**PROBLEM**
Show each line of the data below that has the string "AVENIDA" in it.

**ENTRIES SUPPLIED**
+-------+
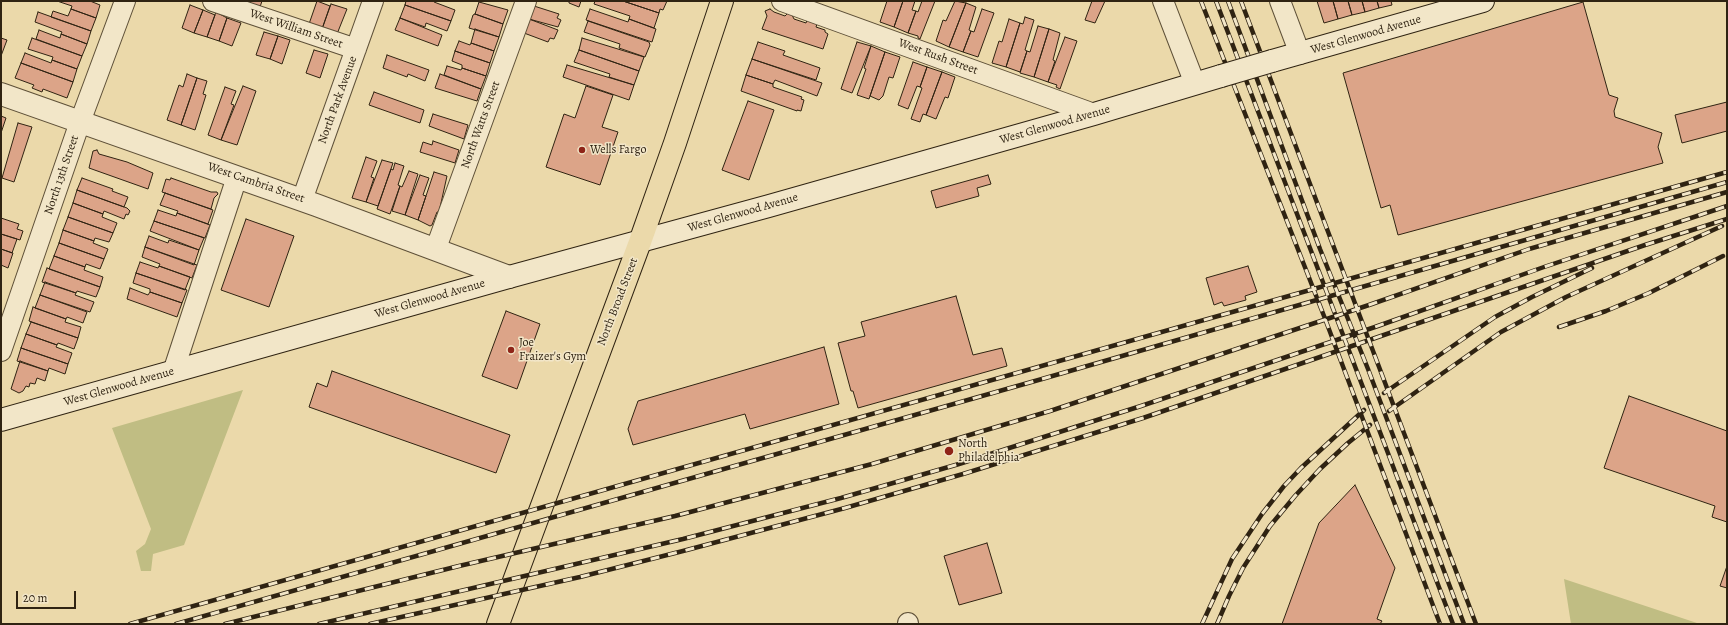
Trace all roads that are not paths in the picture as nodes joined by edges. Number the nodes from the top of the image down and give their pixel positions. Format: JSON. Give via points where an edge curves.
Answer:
{"nodes":[{"id":1,"x":125,"y":1,"type":"edge"},
{"id":2,"x":213,"y":1,"type":"edge"},
{"id":3,"x":373,"y":1,"type":"edge"},
{"id":4,"x":526,"y":1,"type":"edge"},
{"id":5,"x":782,"y":1,"type":"edge"},
{"id":6,"x":1163,"y":1,"type":"edge"},
{"id":7,"x":1280,"y":1,"type":"edge"},
{"id":8,"x":1483,"y":1,"type":"edge"},
{"id":9,"x":718,"y":2,"type":"edge"},
{"id":10,"x":356,"y":49,"type":"junction"},
{"id":11,"x":1300,"y":54,"type":"junction"},
{"id":12,"x":1195,"y":84,"type":"junction"},
{"id":13,"x":1,"y":94,"type":"edge"},
{"id":14,"x":1094,"y":114,"type":"junction"},
{"id":15,"x":80,"y":122,"type":"junction"},
{"id":16,"x":237,"y":177,"type":"junction"},
{"id":17,"x":302,"y":200,"type":"junction"},
{"id":18,"x":640,"y":242,"type":"junction"},
{"id":19,"x":436,"y":248,"type":"junction"},
{"id":20,"x":509,"y":277,"type":"junction"},
{"id":21,"x":1,"y":351,"type":"edge"},
{"id":22,"x":173,"y":372,"type":"junction"},
{"id":23,"x":1,"y":420,"type":"edge"},
{"id":24,"x":498,"y":624,"type":"edge"}],
"edges":[{"from":1,"to":15,"type":"street","name":"North 13th Street"},
{"from":2,"to":10,"type":"street","name":"West William Street"},
{"from":3,"to":10,"type":"street","name":"North Park Avenue"},
{"from":4,"to":19,"type":"street","name":"North Watts Street"},
{"from":5,"to":14,"type":"street","name":"West Rush Street"},
{"from":6,"to":12,"type":"street"},
{"from":7,"to":11,"type":"street"},
{"from":8,"to":11,"type":"main road","name":"West Glenwood Avenue"},
{"from":9,"to":18,"type":"main road","name":"North Broad Street","via":[[675,144]]},
{"from":10,"to":17,"type":"street","name":"North Park Avenue"},
{"from":11,"to":12,"type":"main road","name":"West Glenwood Avenue","bridge":true},
{"from":12,"to":14,"type":"main road","name":"West Glenwood Avenue"},
{"from":13,"to":15,"type":"main road","name":"West Cambria Street"},
{"from":14,"to":18,"type":"main road","name":"West Glenwood Avenue"},
{"from":15,"to":16,"type":"main road","name":"West Cambria Street"},
{"from":15,"to":21,"type":"street","name":"North 13th Street"},
{"from":16,"to":17,"type":"main road","name":"West Cambria Street"},
{"from":16,"to":22,"type":"street"},
{"from":17,"to":19,"type":"main road","name":"West Cambria Street"},
{"from":18,"to":20,"type":"main road","name":"West Glenwood Avenue"},
{"from":18,"to":24,"type":"main road","name":"North Broad Street"},
{"from":19,"to":20,"type":"main road","name":"West Cambria Street"},
{"from":20,"to":22,"type":"main road","name":"West Glenwood Avenue"},
{"from":22,"to":23,"type":"main road","name":"West Glenwood Avenue"}]}
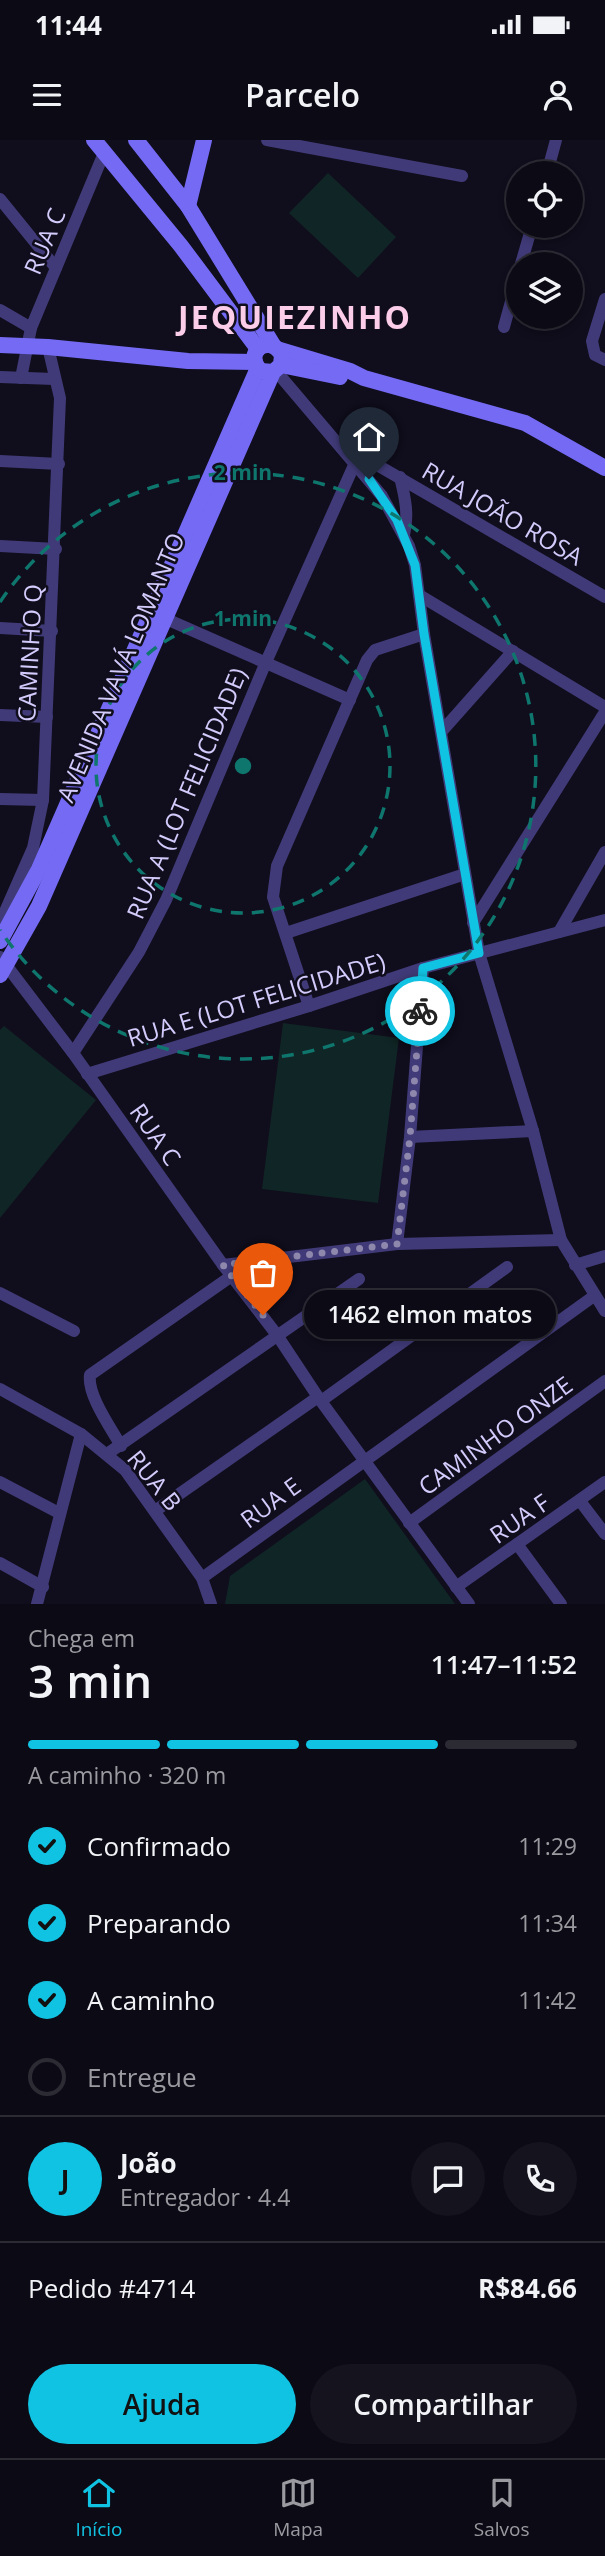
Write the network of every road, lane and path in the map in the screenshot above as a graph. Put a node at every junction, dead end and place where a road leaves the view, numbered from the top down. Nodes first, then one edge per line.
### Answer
1 (136, 140) edge
2 (204, 140) edge
3 (267, 140) edge
4 (556, 140) edge
5 (99, 146) edge
6 (550, 161) edge
7 (462, 176) dead end
8 (0, 199) edge
9 (188, 205) junction
10 (55, 268) junction
11 (605, 299) edge
12 (0, 310) edge
13 (506, 320) edge
14 (504, 327) dead end
15 (31, 328) junction
16 (0, 345) edge
17 (27, 346) junction
18 (48, 347) junction
19 (269, 360) junction
20 (605, 360) edge
21 (0, 377) edge
22 (22, 378) junction
23 (54, 379) junction
24 (342, 450) junction
25 (0, 461) edge
26 (355, 463) junction
27 (59, 464) junction
28 (605, 468) edge
29 (400, 477) junction
30 (404, 535) junction
31 (0, 546) edge
32 (55, 549) junction
33 (419, 595) junction
34 (605, 597) edge
35 (164, 618) junction
36 (0, 628) edge
37 (52, 631) junction
38 (424, 634) junction
39 (513, 651) junction
40 (266, 662) junction
41 (350, 700) junction
42 (605, 710) edge
43 (0, 715) edge
44 (47, 717) junction
45 (442, 731) junction
46 (0, 799) edge
47 (43, 800) junction
48 (605, 852) edge
49 (465, 874) junction
50 (4, 918) edge
51 (605, 919) edge
52 (473, 923) junction
53 (559, 932) junction
54 (286, 933) junction
55 (0, 941) edge
56 (479, 953) junction
57 (2, 966) edge
58 (423, 968) junction
59 (309, 1006) junction
60 (73, 1053) junction
61 (87, 1074) junction
62 (533, 1131) junction
63 (410, 1137) junction
64 (561, 1240) junction
65 (397, 1244) junction
66 (605, 1256) edge
67 (223, 1265) junction
68 (575, 1265) junction
69 (507, 1267) dead end
70 (233, 1275) junction
71 (359, 1279) dead end
72 (0, 1293) edge
73 (594, 1296) junction
74 (605, 1311) edge
75 (74, 1331) dead end
76 (277, 1335) junction
77 (605, 1381) edge
78 (0, 1388) edge
79 (320, 1399) junction
80 (81, 1434) junction
81 (121, 1446) junction
82 (107, 1454) junction
83 (363, 1460) junction
84 (0, 1482) edge
85 (605, 1482) edge
86 (580, 1501) junction
87 (155, 1511) junction
88 (59, 1513) junction
89 (409, 1523) junction
90 (605, 1534) edge
91 (517, 1544) junction
92 (0, 1563) edge
93 (202, 1578) junction
94 (43, 1587) junction
95 (456, 1587) junction
96 (37, 1604) edge
97 (211, 1604) edge
98 (469, 1604) edge
99 (561, 1604) edge

1 - 9 street
2 - 9 street
3 - 7 street
4 - 6 street
5 - 10 street, RUA C
5 - 19 street
8 - 10 street
9 - 19 street
10 - 15 street, RUA C
11 - 20 street
12 - 15 street
13 - 14 street
15 - 17 street, RUA C
16 - 17 street
17 - 18 street
17 - 22 street, RUA C
18 - 19 street
18 - 23 street, CAMINHO Q
19 - 24 street
19 - 28 street
19 - 35 street, AVENIDA VAVÁ LOMANTO
19 - 50 street, AVENIDA VAVÁ LOMANTO
21 - 22 street
22 - 23 street
23 - 27 street, CAMINHO Q
24 - 26 street
24 - 29 street, RUA JOÃO ROSA
25 - 27 street
26 - 30 street
26 - 40 street, RUA A (LOT FELICIDADE)
27 - 32 street, CAMINHO Q
29 - 30 street
29 - 34 street, RUA JOÃO ROSA
30 - 33 street
31 - 32 street
32 - 37 street, CAMINHO Q
33 - 38 street
33 - 39 street
35 - 40 street
35 - 57 street, AVENIDA VAVÁ LOMANTO
36 - 37 street
37 - 44 street, CAMINHO Q
38 - 41 street
38 - 45 street
39 - 42 street
39 - 45 street
40 - 41 street
40 - 60 street, RUA A (LOT FELICIDADE)
41 - 54 street
42 - 52 street
43 - 44 street
44 - 47 street, CAMINHO Q
45 - 49 street
46 - 47 street
47 - 50 street, CAMINHO Q
48 - 53 street
49 - 52 street
49 - 54 street
50 - 55 street, AVENIDA VAVÁ LOMANTO
51 - 53 street, RUA E (LOT FELICIDADE)
52 - 56 street
53 - 56 street, RUA E (LOT FELICIDADE)
54 - 59 street
56 - 58 street, RUA E (LOT FELICIDADE)
56 - 62 street
57 - 60 street, RUA C
58 - 59 street, RUA E (LOT FELICIDADE)
58 - 63 street
59 - 61 street, RUA E (LOT FELICIDADE)
60 - 61 street, RUA C
61 - 67 street, RUA C
62 - 63 street
62 - 64 street
63 - 65 street
64 - 65 street
64 - 68 street
65 - 67 street
66 - 68 street
67 - 70 street, RUA C
68 - 73 street
69 - 79 street
70 - 76 street, RUA C
70 - 81 street
71 - 76 street
72 - 75 street
73 - 74 street
73 - 83 street, RUA E
76 - 79 street, RUA C
76 - 81 street
77 - 89 street, CAMINHO ONZE
78 - 80 street, RUA B
79 - 83 street, RUA C
79 - 87 street
80 - 82 street, RUA B
80 - 88 street
81 - 82 street
82 - 87 street, RUA B
83 - 89 street, RUA C
83 - 93 street, RUA E
84 - 88 street
85 - 86 street, RUA F
86 - 90 street
86 - 91 street, RUA F
87 - 93 street, RUA B
88 - 94 street
89 - 95 street, RUA C
91 - 95 street, RUA F
91 - 99 street
92 - 94 street
93 - 97 street, RUA B
94 - 96 street
95 - 98 street, RUA C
+-------+
**REPLY**
19 - 35 street, AVENIDA VAVÁ LOMANTO
19 - 50 street, AVENIDA VAVÁ LOMANTO
35 - 57 street, AVENIDA VAVÁ LOMANTO
50 - 55 street, AVENIDA VAVÁ LOMANTO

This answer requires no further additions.